**** Material for this task

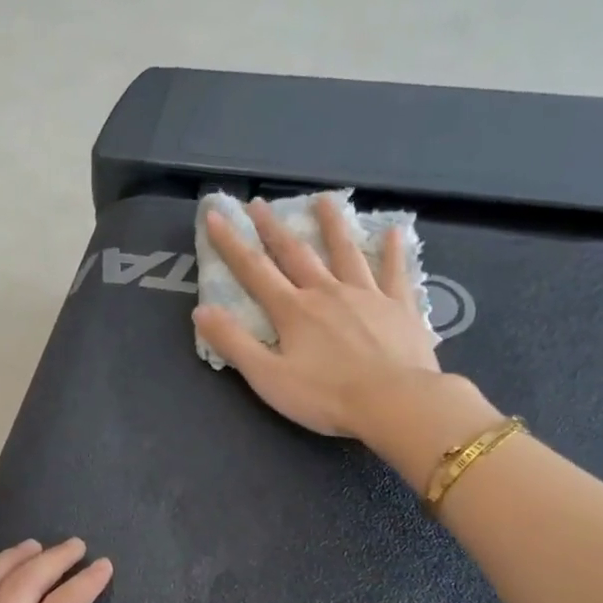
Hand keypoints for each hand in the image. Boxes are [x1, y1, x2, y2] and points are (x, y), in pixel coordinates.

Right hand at [193, 196, 498, 489]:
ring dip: (332, 226)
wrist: (394, 402)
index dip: (232, 243)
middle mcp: (327, 292)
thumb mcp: (268, 377)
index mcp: (293, 311)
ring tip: (324, 200)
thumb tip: (202, 310)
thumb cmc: (326, 396)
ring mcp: (367, 296)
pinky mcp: (400, 307)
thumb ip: (234, 343)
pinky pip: (395, 273)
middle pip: (297, 253)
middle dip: (274, 228)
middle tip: (260, 203)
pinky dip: (392, 251)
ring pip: (346, 253)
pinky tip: (393, 231)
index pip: (254, 270)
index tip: (216, 216)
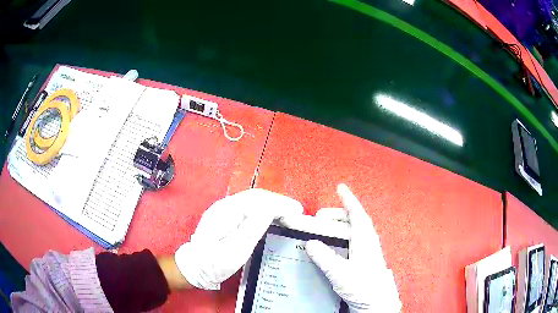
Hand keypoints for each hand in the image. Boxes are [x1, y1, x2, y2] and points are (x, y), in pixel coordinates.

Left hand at [174, 188, 303, 289]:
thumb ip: (252, 228)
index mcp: (227, 211)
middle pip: (257, 196)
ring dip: (272, 204)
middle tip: (296, 211)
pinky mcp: (225, 216)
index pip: (259, 199)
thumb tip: (271, 209)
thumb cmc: (214, 263)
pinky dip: (264, 209)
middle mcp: (225, 204)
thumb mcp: (235, 250)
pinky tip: (272, 216)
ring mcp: (223, 209)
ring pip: (253, 200)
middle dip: (278, 201)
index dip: (280, 203)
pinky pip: (249, 207)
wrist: (194, 267)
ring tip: (288, 213)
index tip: (297, 211)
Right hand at [299, 184, 400, 311]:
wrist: (377, 303)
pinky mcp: (365, 260)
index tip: (340, 187)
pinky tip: (334, 245)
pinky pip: (353, 241)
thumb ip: (325, 258)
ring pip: (354, 231)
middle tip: (320, 217)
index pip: (357, 214)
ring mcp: (367, 251)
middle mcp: (368, 242)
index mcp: (365, 240)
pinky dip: (342, 237)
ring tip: (325, 229)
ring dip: (340, 225)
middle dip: (338, 214)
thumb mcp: (341, 273)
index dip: (348, 200)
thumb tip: (310, 243)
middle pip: (354, 221)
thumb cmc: (363, 287)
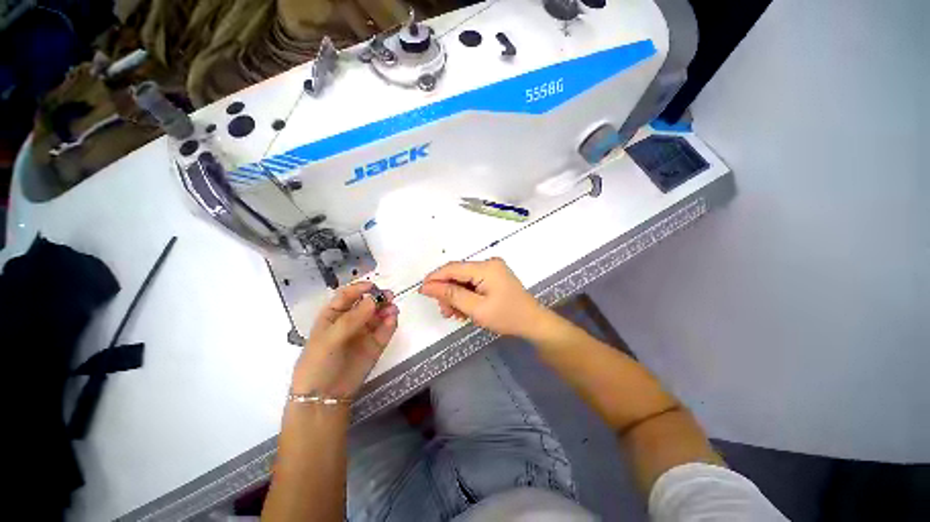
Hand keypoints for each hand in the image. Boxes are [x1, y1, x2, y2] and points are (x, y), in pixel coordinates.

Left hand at [291, 282, 398, 398]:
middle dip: (378, 298)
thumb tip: (373, 299)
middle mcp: (351, 320)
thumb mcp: (330, 338)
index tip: (373, 285)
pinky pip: (386, 329)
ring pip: (379, 314)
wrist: (325, 397)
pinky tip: (393, 319)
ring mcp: (365, 332)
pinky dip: (391, 322)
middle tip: (388, 296)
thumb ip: (352, 319)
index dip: (359, 288)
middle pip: (367, 303)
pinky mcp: (376, 344)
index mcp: (333, 315)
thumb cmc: (318, 363)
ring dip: (387, 309)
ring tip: (392, 309)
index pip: (347, 296)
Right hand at [419, 258, 548, 338]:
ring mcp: (492, 270)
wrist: (533, 323)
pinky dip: (466, 296)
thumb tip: (428, 286)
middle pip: (458, 274)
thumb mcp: (476, 309)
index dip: (435, 278)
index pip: (453, 268)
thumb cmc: (507, 317)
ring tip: (456, 314)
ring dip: (456, 296)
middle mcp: (488, 263)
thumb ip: (451, 295)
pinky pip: (473, 283)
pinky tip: (465, 309)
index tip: (422, 291)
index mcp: (486, 267)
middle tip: (445, 311)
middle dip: (448, 292)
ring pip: (464, 280)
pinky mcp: (494, 277)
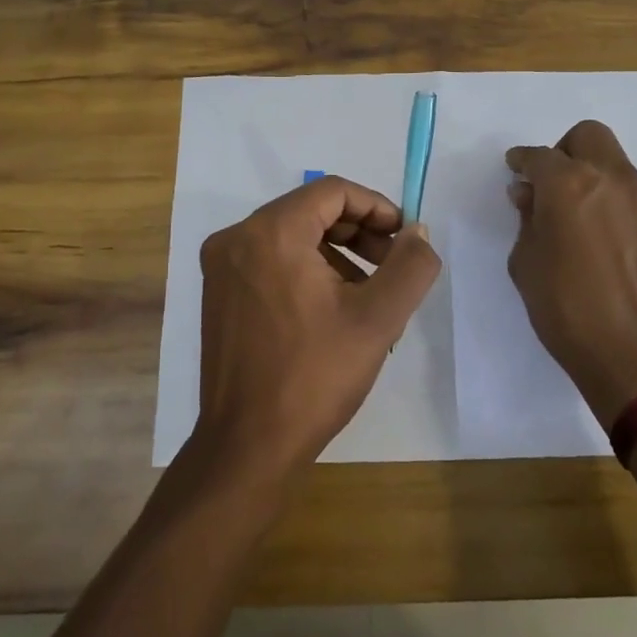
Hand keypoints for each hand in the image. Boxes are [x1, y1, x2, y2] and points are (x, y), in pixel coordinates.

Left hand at [193, 175, 442, 479]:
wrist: (247, 445)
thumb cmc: (314, 377)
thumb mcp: (377, 319)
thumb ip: (410, 266)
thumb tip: (418, 233)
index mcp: (271, 233)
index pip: (333, 191)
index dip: (377, 207)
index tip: (405, 239)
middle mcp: (237, 238)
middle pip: (311, 211)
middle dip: (359, 233)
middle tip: (392, 267)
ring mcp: (221, 266)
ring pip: (291, 237)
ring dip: (336, 254)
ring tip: (368, 297)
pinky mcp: (217, 293)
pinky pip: (270, 261)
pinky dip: (306, 270)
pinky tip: (332, 311)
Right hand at [505, 121, 636, 426]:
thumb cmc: (566, 309)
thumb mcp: (526, 264)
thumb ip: (527, 220)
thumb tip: (530, 196)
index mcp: (568, 185)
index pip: (538, 156)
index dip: (521, 161)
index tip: (515, 171)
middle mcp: (610, 179)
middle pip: (587, 136)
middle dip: (564, 150)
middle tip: (551, 184)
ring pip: (614, 163)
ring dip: (591, 175)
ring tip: (577, 216)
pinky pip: (631, 193)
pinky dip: (612, 199)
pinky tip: (603, 238)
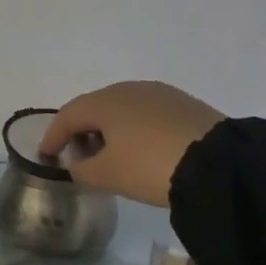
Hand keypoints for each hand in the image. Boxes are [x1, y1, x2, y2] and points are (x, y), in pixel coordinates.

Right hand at [40, 82, 224, 207]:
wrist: (219, 163)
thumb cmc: (150, 166)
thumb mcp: (107, 176)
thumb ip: (82, 170)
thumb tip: (78, 164)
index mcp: (104, 101)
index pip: (67, 115)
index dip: (53, 136)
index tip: (46, 154)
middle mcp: (128, 89)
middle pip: (95, 107)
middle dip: (82, 129)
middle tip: (78, 154)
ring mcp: (159, 93)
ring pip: (123, 108)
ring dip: (110, 128)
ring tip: (111, 153)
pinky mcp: (184, 104)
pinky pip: (147, 113)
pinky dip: (135, 128)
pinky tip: (142, 148)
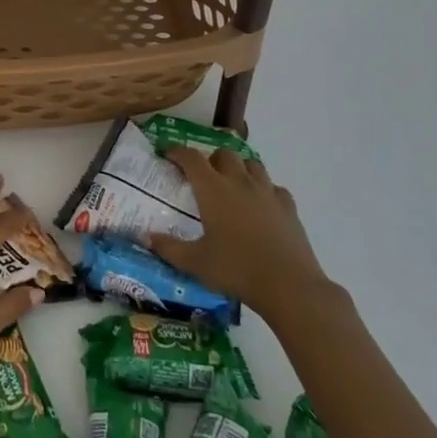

********

Return only the number of lines in the data that hold the string "wrist".

7